Affiliation: Standby Task Force
Per has a decade-long history with crowdsourcing and online volunteering, the last 6 years with the Standby Task Force (SBTF), an NGO that provides a variety of crisis intelligence during disasters. Per has been on the Core Team since 2013, and held the title of president since 2016. He has conducted and participated in a number of humanitarian crowdsourcing projects both under the SBTF-umbrella and in other contexts. His MA-thesis (continuous education, 2015) was written on the crowdsourced election monitoring in Kenya 2013. With irregular intervals, he is lecturing online or on-site on civil society’s online engagements for meaningful purposes.
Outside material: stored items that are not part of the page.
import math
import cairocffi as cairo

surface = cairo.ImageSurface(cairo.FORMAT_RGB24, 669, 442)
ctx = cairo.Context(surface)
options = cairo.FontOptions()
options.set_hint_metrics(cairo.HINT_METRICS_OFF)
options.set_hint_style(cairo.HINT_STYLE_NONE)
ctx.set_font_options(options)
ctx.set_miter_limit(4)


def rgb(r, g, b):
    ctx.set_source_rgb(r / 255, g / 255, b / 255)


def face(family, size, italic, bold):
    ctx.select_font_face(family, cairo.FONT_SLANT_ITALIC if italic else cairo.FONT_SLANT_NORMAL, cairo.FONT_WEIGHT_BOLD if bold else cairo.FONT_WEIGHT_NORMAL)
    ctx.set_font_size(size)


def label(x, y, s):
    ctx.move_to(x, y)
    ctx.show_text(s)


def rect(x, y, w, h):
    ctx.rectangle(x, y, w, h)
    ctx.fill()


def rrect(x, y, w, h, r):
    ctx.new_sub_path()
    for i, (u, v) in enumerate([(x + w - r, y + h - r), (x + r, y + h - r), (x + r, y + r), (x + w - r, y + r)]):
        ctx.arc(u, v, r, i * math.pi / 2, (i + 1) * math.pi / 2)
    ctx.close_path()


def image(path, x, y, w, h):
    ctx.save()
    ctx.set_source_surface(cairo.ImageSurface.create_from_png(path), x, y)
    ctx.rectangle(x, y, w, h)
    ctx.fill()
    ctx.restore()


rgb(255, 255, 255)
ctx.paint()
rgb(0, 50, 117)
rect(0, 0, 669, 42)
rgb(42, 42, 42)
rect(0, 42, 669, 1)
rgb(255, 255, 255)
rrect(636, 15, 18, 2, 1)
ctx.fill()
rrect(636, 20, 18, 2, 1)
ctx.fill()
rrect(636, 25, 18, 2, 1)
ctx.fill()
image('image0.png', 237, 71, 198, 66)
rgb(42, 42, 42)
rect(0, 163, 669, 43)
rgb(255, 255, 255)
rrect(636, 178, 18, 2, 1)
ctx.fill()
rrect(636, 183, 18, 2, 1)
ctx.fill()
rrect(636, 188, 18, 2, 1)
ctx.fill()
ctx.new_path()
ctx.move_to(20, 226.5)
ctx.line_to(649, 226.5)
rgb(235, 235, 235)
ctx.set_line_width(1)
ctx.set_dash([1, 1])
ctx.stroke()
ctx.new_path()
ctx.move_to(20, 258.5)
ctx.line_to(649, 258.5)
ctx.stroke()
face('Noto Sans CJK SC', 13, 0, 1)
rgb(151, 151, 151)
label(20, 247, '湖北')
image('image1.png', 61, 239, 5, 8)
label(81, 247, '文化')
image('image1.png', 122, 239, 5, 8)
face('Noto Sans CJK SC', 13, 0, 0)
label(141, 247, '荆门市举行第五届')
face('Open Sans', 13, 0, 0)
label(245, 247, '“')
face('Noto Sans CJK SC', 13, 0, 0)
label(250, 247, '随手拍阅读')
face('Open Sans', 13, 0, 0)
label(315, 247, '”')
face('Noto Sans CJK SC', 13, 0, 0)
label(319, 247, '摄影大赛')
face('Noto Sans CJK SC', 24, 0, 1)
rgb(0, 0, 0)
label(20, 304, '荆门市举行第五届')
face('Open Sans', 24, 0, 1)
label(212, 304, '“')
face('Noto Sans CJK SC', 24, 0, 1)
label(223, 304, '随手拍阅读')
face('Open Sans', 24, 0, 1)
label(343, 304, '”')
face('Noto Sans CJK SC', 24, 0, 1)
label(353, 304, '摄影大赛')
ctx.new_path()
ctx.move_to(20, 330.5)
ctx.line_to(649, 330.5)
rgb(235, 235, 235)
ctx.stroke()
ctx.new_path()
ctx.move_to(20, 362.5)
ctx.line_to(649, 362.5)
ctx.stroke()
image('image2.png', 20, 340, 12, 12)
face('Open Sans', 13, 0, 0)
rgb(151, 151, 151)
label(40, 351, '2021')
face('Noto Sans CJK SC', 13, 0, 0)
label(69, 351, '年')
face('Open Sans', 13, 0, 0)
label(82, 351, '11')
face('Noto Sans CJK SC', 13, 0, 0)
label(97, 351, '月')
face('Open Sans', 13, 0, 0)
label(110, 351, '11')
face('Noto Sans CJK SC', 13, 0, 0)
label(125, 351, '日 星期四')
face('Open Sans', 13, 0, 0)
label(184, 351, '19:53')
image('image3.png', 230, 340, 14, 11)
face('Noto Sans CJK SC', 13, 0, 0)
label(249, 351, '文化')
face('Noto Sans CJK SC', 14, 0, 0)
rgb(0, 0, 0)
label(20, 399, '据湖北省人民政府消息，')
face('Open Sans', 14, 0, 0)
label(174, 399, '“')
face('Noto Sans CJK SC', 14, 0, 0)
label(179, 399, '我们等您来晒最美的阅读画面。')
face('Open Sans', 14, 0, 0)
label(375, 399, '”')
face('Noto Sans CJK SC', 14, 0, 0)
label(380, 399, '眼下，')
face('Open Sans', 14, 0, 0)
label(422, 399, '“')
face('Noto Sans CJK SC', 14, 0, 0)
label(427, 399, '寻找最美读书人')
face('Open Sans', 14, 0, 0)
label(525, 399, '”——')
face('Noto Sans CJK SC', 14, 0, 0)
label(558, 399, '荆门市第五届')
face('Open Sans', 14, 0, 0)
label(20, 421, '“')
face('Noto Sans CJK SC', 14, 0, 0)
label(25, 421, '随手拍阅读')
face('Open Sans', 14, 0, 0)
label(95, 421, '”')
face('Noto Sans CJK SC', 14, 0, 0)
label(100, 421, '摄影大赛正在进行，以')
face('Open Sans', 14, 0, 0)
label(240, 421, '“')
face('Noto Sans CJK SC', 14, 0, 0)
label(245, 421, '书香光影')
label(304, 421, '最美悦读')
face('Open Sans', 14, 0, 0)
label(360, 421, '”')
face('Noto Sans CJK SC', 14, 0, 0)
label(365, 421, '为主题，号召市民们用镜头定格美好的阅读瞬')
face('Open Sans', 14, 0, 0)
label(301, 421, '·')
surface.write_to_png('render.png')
Christian Michelsen’s Institute in Bergen, Norway generously provides him office space.
Civil society engage online during crisis. They gather under a hashtag or in a Facebook group. Within hours, they organize themselves to coordinate on-the-ground efforts or provide crucial information for rescuers or fellow citizens. A myriad of apps has emerged in the trail of refugees and crisis affected communities. Block-chain technologies is the new hype following big data and AI. The volume, content and reliability of information found on social media is certainly changing. During the last decade, online ad-hoc groups have turned into NGOs, specializing in digital support in “peace time” as well as during emergencies. Crisis-mappers of the Standby Task Force (SBTF) is an example besides translators, GIS specialists or statisticians. Humanitarian NGOs and government agencies are increasingly interested in the capacities of the crowds. They ask them to draw maps, count buildings, hunt for key information in satellite imagery or classify social media content. This talk will present crowdsourcing in various forms, and its applications in emergencies. I will discuss opportunities and challenges in letting the crowd into areas previously reserved for the few.